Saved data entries
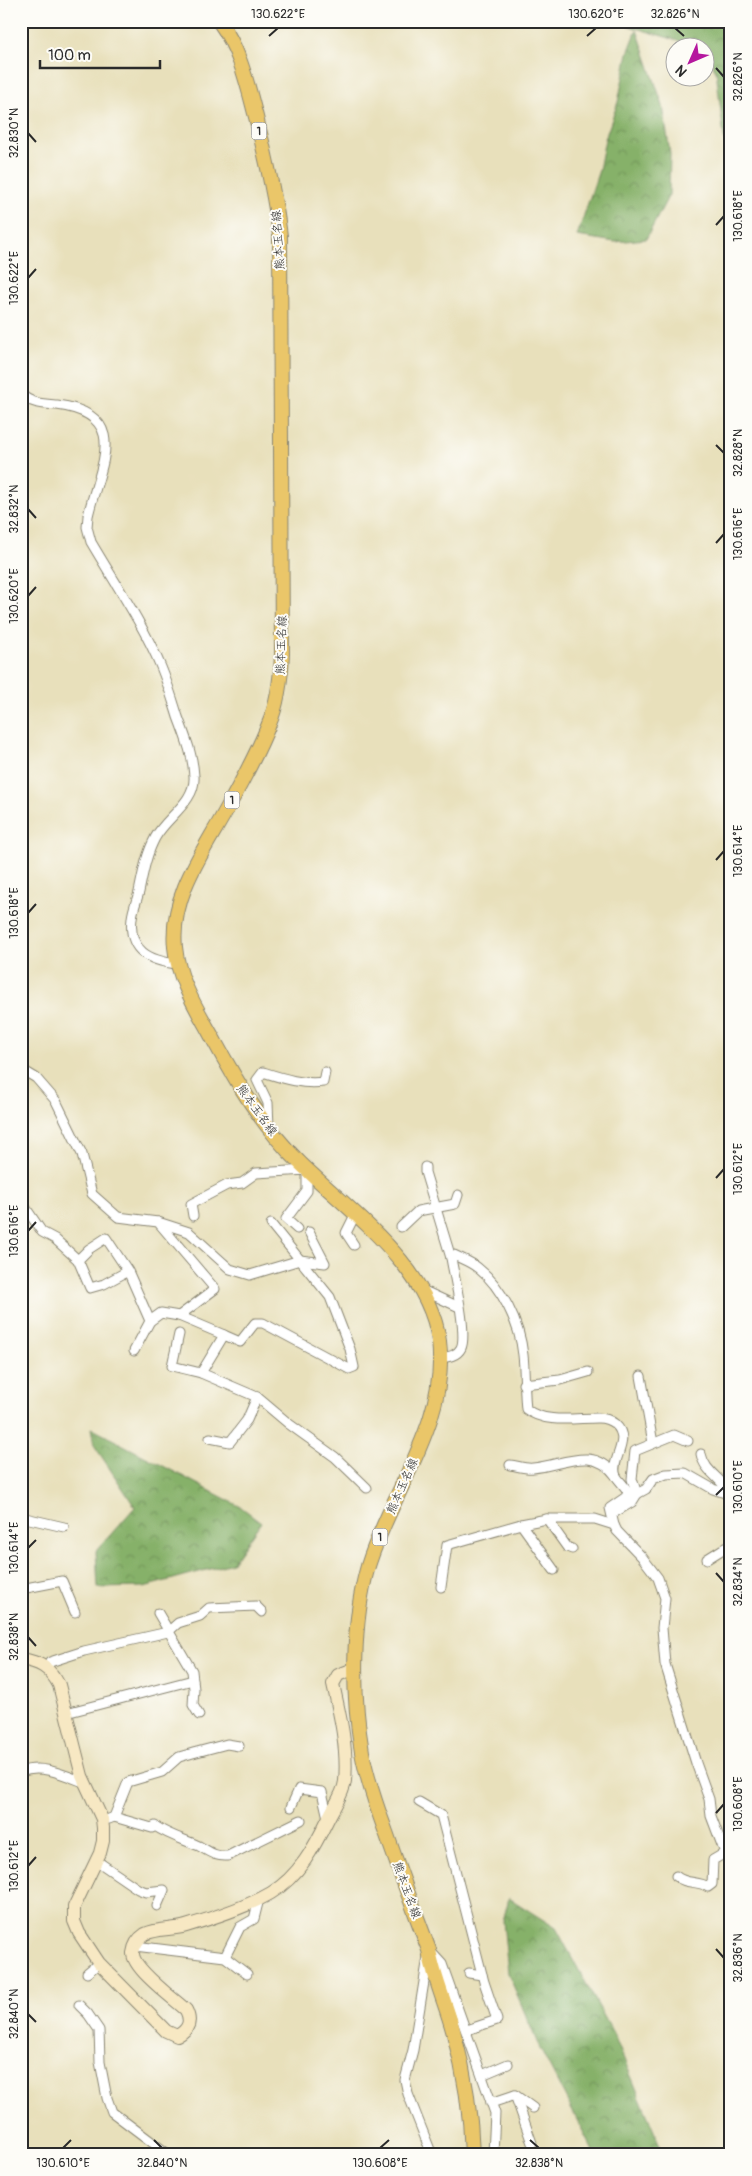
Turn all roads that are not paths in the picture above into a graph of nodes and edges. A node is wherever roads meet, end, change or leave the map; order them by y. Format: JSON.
{"nodes":[{"id":1,"x":219,"y":21,"type":"edge"},
{"id":2,"x":21,"y":394,"type":"edge"},
{"id":3,"x":178,"y":964,"type":"junction"},
{"id":4,"x":21,"y":1069,"type":"edge"},
{"id":5,"x":325,"y":1072,"type":"dead end"},
{"id":6,"x":269,"y":1130,"type":"junction"},
{"id":7,"x":425,"y":1167,"type":"dead end"},
{"id":8,"x":307,"y":1170,"type":"junction"},
{"id":9,"x":458,"y":1195,"type":"dead end"},
{"id":10,"x":21,"y":1201,"type":"edge"},
{"id":11,"x":435,"y":1208,"type":"junction"},
{"id":12,"x":355,"y":1215,"type":"junction"},
{"id":13,"x":193,"y":1216,"type":"dead end"},
{"id":14,"x":158,"y":1222,"type":"junction"},
{"id":15,"x":271,"y":1224,"type":"dead end"},
{"id":16,"x":401,"y":1227,"type":"dead end"},
{"id":17,"x":297,"y":1230,"type":"dead end"},
{"id":18,"x":310,"y":1232,"type":"dead end"},
{"id":19,"x":354,"y":1245,"type":"dead end"},
{"id":20,"x":451,"y":1258,"type":"junction"},
{"id":21,"x":78,"y":1260,"type":"junction"},
{"id":22,"x":300,"y":1260,"type":"junction"},
{"id":23,"x":128,"y":1270,"type":"junction"},
{"id":24,"x":420,"y":1289,"type":"junction"},
{"id":25,"x":459,"y":1307,"type":"junction"},
{"id":26,"x":179,"y":1316,"type":"junction"},
{"id":27,"x":150,"y":1321,"type":"junction"},
{"id":28,"x":179,"y":1334,"type":"dead end"},
{"id":29,"x":224,"y":1335,"type":"junction"},
{"id":30,"x":134,"y":1351,"type":"dead end"},
{"id":31,"x":440,"y":1358,"type":"junction"},
{"id":32,"x":588,"y":1372,"type":"dead end"},
{"id":33,"x":201,"y":1373,"type":"junction"},
{"id":34,"x":640,"y":1376,"type":"dead end"},
{"id":35,"x":523,"y":1384,"type":"junction"},
{"id":36,"x":257,"y":1397,"type":"junction"},
{"id":37,"x":210,"y":1438,"type":"dead end"},
{"id":38,"x":688,"y":1441,"type":"dead end"},
{"id":39,"x":653,"y":1442,"type":"junction"},
{"id":40,"x":701,"y":1454,"type":"dead end"},
{"id":41,"x":510,"y":1465,"type":"dead end"},
{"id":42,"x":616,"y":1476,"type":"junction"},
{"id":43,"x":368,"y":1488,"type":"dead end"},
{"id":44,"x":637,"y":1494,"type":"junction"},
{"id":45,"x":730,"y":1495,"type":"edge"},
{"id":46,"x":613,"y":1514,"type":"junction"},
{"id":47,"x":21,"y":1517,"type":"edge"},
{"id":48,"x":547,"y":1519,"type":"junction"},
{"id":49,"x":521,"y":1524,"type":"junction"},
{"id":50,"x":614,"y":1525,"type":"junction"},
{"id":51,"x":64,"y":1527,"type":"dead end"},
{"id":52,"x":731,"y":1544,"type":"edge"},
{"id":53,"x":572,"y":1549,"type":"dead end"},
{"id":54,"x":707,"y":1559,"type":"dead end"},
{"id":55,"x":554,"y":1570,"type":"dead end"},
{"id":56,"x":441,"y":1587,"type":"dead end"},
{"id":57,"x":21,"y":1590,"type":"edge"},
{"id":58,"x":76,"y":1612,"type":"dead end"},
{"id":59,"x":262,"y":1612,"type":"dead end"},
{"id":60,"x":158,"y":1613,"type":"dead end"},
{"id":61,"x":168,"y":1632,"type":"junction"},
{"id":62,"x":21,"y":1659,"type":"edge"},
{"id":63,"x":47,"y":1668,"type":"junction"},
{"id":64,"x":356,"y":1668,"type":"junction"},
{"id":65,"x":193,"y":1680,"type":"junction"},
{"id":66,"x":66,"y":1712,"type":"junction"},
{"id":67,"x":199,"y":1715,"type":"dead end"},
{"id":68,"x":239,"y":1746,"type":"dead end"},
{"id":69,"x":21,"y":1772,"type":"edge"},
{"id":70,"x":86,"y":1783,"type":"junction"},
{"id":71,"x":419,"y":1802,"type":"dead end"},
{"id":72,"x":291,"y":1807,"type":"dead end"},
{"id":73,"x":328,"y":1818,"type":"junction"},
{"id":74,"x":108,"y":1819,"type":"junction"},
{"id":75,"x":301,"y":1820,"type":"dead end"},
{"id":76,"x":726,"y":1853,"type":"junction"},
{"id":77,"x":97,"y":1861,"type":"junction"},
{"id":78,"x":731,"y":1862,"type":"edge"},
{"id":79,"x":676,"y":1876,"type":"dead end"},
{"id":80,"x":259,"y":1899,"type":"junction"},
{"id":81,"x":157,"y":1906,"type":"dead end"},
{"id":82,"x":135,"y":1946,"type":"junction"},
{"id":83,"x":430,"y":1950,"type":"junction"},
{"id":84,"x":225,"y":1956,"type":"junction"},
{"id":85,"x":99,"y":1963,"type":"junction"},
{"id":86,"x":87,"y":1973,"type":"dead end"},
{"id":87,"x":469,"y":1973,"type":"dead end"},
{"id":88,"x":247,"y":1974,"type":"dead end"},
{"id":89,"x":482,"y":1974,"type":"junction"},
{"id":90,"x":79,"y":2005,"type":"dead end"},
{"id":91,"x":467,"y":2030,"type":"junction"},
{"id":92,"x":508,"y":2064,"type":"dead end"},
{"id":93,"x":482,"y":2075,"type":"junction"},
{"id":94,"x":515,"y":2095,"type":"junction"},
{"id":95,"x":492,"y":2103,"type":"junction"},
{"id":96,"x":534,"y":2108,"type":"dead end"},
{"id":97,"x":532,"y":2144,"type":"dead end"},
{"id":98,"x":169,"y":2155,"type":"edge"},
{"id":99,"x":432,"y":2155,"type":"edge"},
{"id":100,"x":472,"y":2155,"type":"edge"},
{"id":101,"x":492,"y":2155,"type":"edge"}],
"edges":[{"from":1,"to":3,"type":"main road","name":"熊本玉名線","number":"1"},
{"from":2,"to":3,"type":"street"},
{"from":3,"to":6,"type":"main road","name":"熊本玉名線","number":"1"},
{"from":4,"to":14,"type":"street"},
{"from":5,"to":6,"type":"street"},
{"from":6,"to":8,"type":"main road","name":"熊本玉名線","number":"1"},
{"from":7,"to":11,"type":"street"},
{"from":8,"to":12,"type":"main road","name":"熊本玉名線","number":"1"},
{"from":8,"to":13,"type":"street"},
{"from":8,"to":17,"type":"street"},
{"from":9,"to":11,"type":"street"},
{"from":10,"to":21,"type":"street"},
{"from":11,"to":16,"type":"street"},
{"from":11,"to":20,"type":"street"},
{"from":12,"to":19,"type":"street"},
{"from":12,"to":24,"type":"main road","name":"熊本玉名線","number":"1"},
{"from":14,"to":22,"type":"street"},
{"from":14,"to":26,"type":"street"},
{"from":15,"to":22,"type":"street"},
{"from":18,"to":22,"type":"street"},
{"from":20,"to":25,"type":"street"},
{"from":20,"to":35,"type":"street"},
{"from":21,"to":23,"type":"street"},
{"from":21,"to":23,"type":"street"},
{"from":22,"to":29,"type":"street"},
{"from":23,"to":27,"type":"street"},
{"from":24,"to":25,"type":"street"},
{"from":24,"to":31,"type":"main road","name":"熊本玉名線","number":"1"},
{"from":25,"to":31,"type":"street"},
{"from":26,"to":27,"type":"street"},
{"from":26,"to":29,"type":"street"},
{"from":27,"to":30,"type":"street"},
{"from":28,"to":33,"type":"street"},
{"from":29,"to":33,"type":"street"},
{"from":31,"to":64,"type":"main road","name":"熊本玉名線","number":"1"},
{"from":32,"to":35,"type":"street"},
{"from":33,"to":36,"type":"street"},
{"from":34,"to":39,"type":"street"},
{"from":35,"to":42,"type":"street"},
{"from":36,"to":37,"type":"street"},
{"from":36,"to":43,"type":"street"},
{"from":38,"to":39,"type":"street"},
{"from":39,"to":44,"type":"street"},
{"from":40,"to":45,"type":"street"},
{"from":41,"to":42,"type":"street"},
{"from":42,"to":46,"type":"street"},
{"from":44,"to":45,"type":"street"},
{"from":44,"to":46,"type":"street"},
{"from":46,"to":50,"type":"street"},
{"from":47,"to":51,"type":"street"},
{"from":48,"to":49,"type":"street"},
{"from":48,"to":50,"type":"street"},
{"from":48,"to":53,"type":"street"},
{"from":49,"to":55,"type":"street"},
{"from":49,"to":56,"type":"street"},
{"from":50,"to":76,"type":"street"},
{"from":52,"to":54,"type":"street"},
{"from":57,"to":58,"type":"street"},
{"from":59,"to":61,"type":"street"},
{"from":60,"to":61,"type":"street"},
{"from":61,"to":63,"type":"street"},
{"from":61,"to":65,"type":"street"},
{"from":62,"to":63,"type":"street"},
{"from":63,"to":66,"type":"street"},
{"from":64,"to":73,"type":"street"},
{"from":64,"to":83,"type":"main road","name":"熊本玉名線","number":"1"},
{"from":65,"to":66,"type":"street"},
{"from":65,"to":67,"type":"street"},
{"from":66,"to":70,"type":"street"},
{"from":68,"to":74,"type":"street"},
{"from":69,"to":70,"type":"street"},
{"from":70,"to":74,"type":"street"},
{"from":71,"to":89,"type":"street"},
{"from":72,"to":73,"type":"street"},
{"from":73,"to":80,"type":"street"},
{"from":74,"to":75,"type":"street"},
{"from":74,"to":77,"type":"street"},
{"from":76,"to":78,"type":"street"},
{"from":76,"to":79,"type":"street"},
{"from":77,"to":81,"type":"street"},
{"from":77,"to":85,"type":"street"},
{"from":80,"to":82,"type":"street"},
{"from":80,"to":84,"type":"street"},
{"from":82,"to":84,"type":"street"},
{"from":82,"to":85,"type":"street"},
{"from":83,"to":91,"type":"street"},
{"from":83,"to":99,"type":"street"},
{"from":83,"to":100,"type":"main road","name":"熊本玉名線","number":"1"},
{"from":84,"to":88,"type":"street"},
{"from":85,"to":86,"type":"street"},
{"from":87,"to":89,"type":"street"},
{"from":89,"to":91,"type":"street"},
{"from":90,"to":98,"type":"street"},
{"from":91,"to":93,"type":"street"},
{"from":92,"to":93,"type":"street"},
{"from":93,"to":95,"type":"street"},
{"from":94,"to":95,"type":"street"},
{"from":94,"to":96,"type":"street"},
{"from":94,"to":97,"type":"street"},
{"from":95,"to":101,"type":"street"}]}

(PROMPT): A single figure is expected: the count of lines in the data above that include the word "main".

(WORKED SOLUTION): 9